I have never tried anything other than Qwerty before, so this was going cold turkey from the only layout I have been using for the past 14 years. The last month have been ordinary working weeks and I used Colemak plus Kinesis exclusively the whole time.
In the first week I did some training exercises that I put together myself on TypeFaster. I also created a crude Kinesis layout for it. But after the first week I got lazy and didn't bother with it.

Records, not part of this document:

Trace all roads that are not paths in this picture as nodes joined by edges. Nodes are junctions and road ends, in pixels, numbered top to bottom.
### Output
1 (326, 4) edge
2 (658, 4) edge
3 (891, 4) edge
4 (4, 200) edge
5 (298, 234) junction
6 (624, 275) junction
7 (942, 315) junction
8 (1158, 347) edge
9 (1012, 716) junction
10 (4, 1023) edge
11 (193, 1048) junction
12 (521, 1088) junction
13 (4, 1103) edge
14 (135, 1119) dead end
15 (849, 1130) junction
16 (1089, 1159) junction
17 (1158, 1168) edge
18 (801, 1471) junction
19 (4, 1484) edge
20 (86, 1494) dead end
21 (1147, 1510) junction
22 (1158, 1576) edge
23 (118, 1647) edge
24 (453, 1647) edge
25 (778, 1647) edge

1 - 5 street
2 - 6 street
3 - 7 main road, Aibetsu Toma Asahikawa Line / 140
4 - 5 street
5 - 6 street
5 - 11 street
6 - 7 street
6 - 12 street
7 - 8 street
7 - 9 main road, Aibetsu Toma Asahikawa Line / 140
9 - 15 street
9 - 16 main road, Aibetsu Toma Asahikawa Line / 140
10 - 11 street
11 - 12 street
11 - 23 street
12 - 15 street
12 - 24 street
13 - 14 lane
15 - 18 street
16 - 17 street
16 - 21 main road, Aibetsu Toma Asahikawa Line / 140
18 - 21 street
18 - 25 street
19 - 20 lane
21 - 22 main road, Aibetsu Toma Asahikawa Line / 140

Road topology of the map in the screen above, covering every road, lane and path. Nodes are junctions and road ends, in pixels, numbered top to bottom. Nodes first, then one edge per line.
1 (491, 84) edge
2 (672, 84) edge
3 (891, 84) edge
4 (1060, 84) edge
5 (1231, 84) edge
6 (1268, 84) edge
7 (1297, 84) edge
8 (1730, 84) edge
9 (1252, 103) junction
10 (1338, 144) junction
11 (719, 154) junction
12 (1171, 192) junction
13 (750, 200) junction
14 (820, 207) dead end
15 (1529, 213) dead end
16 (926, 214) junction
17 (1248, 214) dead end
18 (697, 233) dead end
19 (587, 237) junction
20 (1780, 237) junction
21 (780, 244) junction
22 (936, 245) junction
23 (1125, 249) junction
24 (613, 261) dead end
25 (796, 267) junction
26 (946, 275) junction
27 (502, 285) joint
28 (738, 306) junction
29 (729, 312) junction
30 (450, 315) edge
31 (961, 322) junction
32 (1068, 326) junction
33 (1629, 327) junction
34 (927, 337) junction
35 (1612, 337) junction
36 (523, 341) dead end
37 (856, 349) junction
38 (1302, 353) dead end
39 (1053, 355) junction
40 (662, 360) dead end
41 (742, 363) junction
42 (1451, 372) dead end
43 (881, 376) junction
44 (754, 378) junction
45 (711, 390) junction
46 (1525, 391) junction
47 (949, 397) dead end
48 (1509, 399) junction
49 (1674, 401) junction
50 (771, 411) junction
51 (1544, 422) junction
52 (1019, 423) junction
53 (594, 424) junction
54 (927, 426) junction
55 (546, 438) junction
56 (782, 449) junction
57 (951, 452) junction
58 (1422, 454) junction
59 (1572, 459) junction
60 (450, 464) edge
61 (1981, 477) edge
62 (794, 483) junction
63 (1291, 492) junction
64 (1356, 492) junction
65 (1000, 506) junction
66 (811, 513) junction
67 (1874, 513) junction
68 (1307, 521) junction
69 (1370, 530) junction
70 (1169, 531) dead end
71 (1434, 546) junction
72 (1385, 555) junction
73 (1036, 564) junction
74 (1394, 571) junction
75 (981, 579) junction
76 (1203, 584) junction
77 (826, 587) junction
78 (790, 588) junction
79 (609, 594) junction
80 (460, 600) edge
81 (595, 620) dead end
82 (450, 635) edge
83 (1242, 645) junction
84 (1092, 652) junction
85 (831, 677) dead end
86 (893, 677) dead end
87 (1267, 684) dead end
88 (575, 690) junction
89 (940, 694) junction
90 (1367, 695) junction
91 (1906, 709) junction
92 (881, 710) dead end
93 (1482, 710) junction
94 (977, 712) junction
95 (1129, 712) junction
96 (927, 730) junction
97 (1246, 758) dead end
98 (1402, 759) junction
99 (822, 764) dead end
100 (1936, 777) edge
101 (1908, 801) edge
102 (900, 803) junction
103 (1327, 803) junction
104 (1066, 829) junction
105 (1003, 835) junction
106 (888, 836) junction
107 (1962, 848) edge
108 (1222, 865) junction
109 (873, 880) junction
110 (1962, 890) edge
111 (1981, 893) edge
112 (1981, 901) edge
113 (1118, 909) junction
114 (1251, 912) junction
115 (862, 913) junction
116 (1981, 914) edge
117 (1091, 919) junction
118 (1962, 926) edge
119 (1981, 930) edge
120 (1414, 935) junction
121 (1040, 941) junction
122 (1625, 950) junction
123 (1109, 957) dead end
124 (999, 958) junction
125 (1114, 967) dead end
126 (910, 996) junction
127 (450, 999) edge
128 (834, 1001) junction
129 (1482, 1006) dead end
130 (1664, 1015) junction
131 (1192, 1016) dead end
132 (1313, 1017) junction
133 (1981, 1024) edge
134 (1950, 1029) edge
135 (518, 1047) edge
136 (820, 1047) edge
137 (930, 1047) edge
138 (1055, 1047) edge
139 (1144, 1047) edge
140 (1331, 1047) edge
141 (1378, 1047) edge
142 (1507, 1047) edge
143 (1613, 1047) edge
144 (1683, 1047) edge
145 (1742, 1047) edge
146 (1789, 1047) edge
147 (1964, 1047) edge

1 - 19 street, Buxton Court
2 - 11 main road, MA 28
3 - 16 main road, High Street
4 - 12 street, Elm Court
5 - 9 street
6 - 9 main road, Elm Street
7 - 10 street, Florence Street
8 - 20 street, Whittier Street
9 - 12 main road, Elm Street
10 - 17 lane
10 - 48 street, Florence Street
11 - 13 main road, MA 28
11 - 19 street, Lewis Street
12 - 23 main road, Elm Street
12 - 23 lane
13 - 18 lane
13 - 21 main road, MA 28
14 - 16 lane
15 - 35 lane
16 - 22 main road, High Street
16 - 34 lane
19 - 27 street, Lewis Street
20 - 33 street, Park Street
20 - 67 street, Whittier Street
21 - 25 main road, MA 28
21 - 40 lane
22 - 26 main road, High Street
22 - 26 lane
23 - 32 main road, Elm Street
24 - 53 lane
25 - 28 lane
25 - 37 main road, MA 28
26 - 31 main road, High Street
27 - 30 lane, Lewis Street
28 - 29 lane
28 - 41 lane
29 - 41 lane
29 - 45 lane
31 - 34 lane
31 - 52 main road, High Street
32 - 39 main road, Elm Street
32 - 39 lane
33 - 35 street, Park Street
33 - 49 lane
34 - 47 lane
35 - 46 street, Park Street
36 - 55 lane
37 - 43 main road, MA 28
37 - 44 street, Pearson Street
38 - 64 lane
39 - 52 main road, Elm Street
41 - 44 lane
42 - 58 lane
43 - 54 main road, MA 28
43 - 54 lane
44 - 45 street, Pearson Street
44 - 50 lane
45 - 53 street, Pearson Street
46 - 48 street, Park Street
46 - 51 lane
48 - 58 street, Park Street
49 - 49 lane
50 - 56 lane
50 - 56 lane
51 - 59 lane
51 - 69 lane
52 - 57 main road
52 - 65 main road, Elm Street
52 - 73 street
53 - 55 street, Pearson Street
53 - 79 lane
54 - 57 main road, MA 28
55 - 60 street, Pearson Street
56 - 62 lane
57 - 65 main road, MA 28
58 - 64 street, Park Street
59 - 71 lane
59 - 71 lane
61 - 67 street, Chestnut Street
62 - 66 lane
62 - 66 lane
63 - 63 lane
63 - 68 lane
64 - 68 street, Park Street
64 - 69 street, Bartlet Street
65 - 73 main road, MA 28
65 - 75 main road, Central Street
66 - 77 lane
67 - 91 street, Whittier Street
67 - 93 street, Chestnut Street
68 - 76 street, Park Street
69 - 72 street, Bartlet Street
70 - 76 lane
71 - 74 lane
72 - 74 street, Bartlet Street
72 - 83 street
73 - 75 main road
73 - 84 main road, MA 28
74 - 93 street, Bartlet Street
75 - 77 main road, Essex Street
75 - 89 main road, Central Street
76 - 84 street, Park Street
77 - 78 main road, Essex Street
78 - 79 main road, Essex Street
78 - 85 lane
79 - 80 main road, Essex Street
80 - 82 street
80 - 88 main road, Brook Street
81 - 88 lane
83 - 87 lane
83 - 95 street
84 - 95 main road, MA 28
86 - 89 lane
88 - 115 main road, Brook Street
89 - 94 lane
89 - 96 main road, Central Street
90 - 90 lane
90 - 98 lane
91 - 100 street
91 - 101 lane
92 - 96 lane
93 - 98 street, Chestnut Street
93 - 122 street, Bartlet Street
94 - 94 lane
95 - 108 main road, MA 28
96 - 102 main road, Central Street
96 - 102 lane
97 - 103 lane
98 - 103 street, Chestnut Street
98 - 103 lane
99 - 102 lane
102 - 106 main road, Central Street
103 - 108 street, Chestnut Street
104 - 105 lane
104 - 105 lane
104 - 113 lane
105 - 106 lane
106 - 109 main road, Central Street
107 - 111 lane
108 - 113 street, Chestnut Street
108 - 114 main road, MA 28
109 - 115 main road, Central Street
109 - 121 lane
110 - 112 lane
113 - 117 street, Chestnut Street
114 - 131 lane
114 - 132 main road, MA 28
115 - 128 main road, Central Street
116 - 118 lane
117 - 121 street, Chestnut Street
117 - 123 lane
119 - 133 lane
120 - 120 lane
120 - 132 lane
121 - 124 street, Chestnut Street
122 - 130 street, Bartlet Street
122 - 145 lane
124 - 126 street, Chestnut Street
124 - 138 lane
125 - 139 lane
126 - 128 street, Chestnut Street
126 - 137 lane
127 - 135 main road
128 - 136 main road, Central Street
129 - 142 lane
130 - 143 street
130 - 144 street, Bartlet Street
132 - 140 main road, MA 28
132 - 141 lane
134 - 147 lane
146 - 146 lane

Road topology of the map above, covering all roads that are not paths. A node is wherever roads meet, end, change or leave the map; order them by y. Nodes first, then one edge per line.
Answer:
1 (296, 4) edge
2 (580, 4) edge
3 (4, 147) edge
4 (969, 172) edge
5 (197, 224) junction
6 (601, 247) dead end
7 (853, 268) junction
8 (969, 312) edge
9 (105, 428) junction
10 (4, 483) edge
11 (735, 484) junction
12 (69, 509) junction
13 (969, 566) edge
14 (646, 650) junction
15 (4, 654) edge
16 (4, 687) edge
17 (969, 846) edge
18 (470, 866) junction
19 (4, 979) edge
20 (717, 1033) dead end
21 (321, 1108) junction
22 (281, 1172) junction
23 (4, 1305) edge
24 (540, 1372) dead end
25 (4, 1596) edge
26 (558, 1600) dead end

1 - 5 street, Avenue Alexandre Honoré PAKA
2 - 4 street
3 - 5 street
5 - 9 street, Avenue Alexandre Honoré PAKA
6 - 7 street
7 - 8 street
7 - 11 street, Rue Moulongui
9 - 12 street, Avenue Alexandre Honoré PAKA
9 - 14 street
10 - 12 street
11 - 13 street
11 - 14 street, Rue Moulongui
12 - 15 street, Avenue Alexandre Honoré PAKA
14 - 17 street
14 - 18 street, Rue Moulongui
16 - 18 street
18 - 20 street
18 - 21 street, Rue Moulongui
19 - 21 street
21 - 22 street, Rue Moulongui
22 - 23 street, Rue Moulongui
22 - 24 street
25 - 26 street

Currently I can type Colemak fairly well but there is still a lot of typing errors. I might need another month or two before I can type as well as I did before I switched. I don't think that the combination of learning the Kinesis and Colemak has caused any problems. The Kinesis keyboard is quite easy to learn. Unlearning Qwerty is much harder.
The layout I'm using isn't strictly Colemak. All the english letters are the same but since I'm Swedish I had to fit in our three extra letters (åäö) as well. Also, because I'm a programmer I use a lot of special characters. So I wanted to put them somewhere easy to reach. This was the result:
The special characters are typed with AltGr, which is found on most international keyboards. I use a Swedish version of the Kinesis Advantage.
The arrow keys are close to all other keys. There is no need to move the hand to get to them. This was something I found very annoying with ordinary keyboards.
All modifiers are duplicated on both sides of the keyboard so they can be typed with the opposite hand. For example, to type @ the right hand presses AltGr and the left presses a.
The top left button is actually Caps Lock but I have disabled the ordinary Caps Lock usage in Windows. Instead I use it for Push-to-Talk in programs such as Ventrilo or TeamSpeak.
The best thing is that all these modifications are done entirely on the Kinesis Advantage keyboard itself with the help of macros and key relocations. There is no need for special software or drivers. As far as Windows knows it's just a standard keyboard.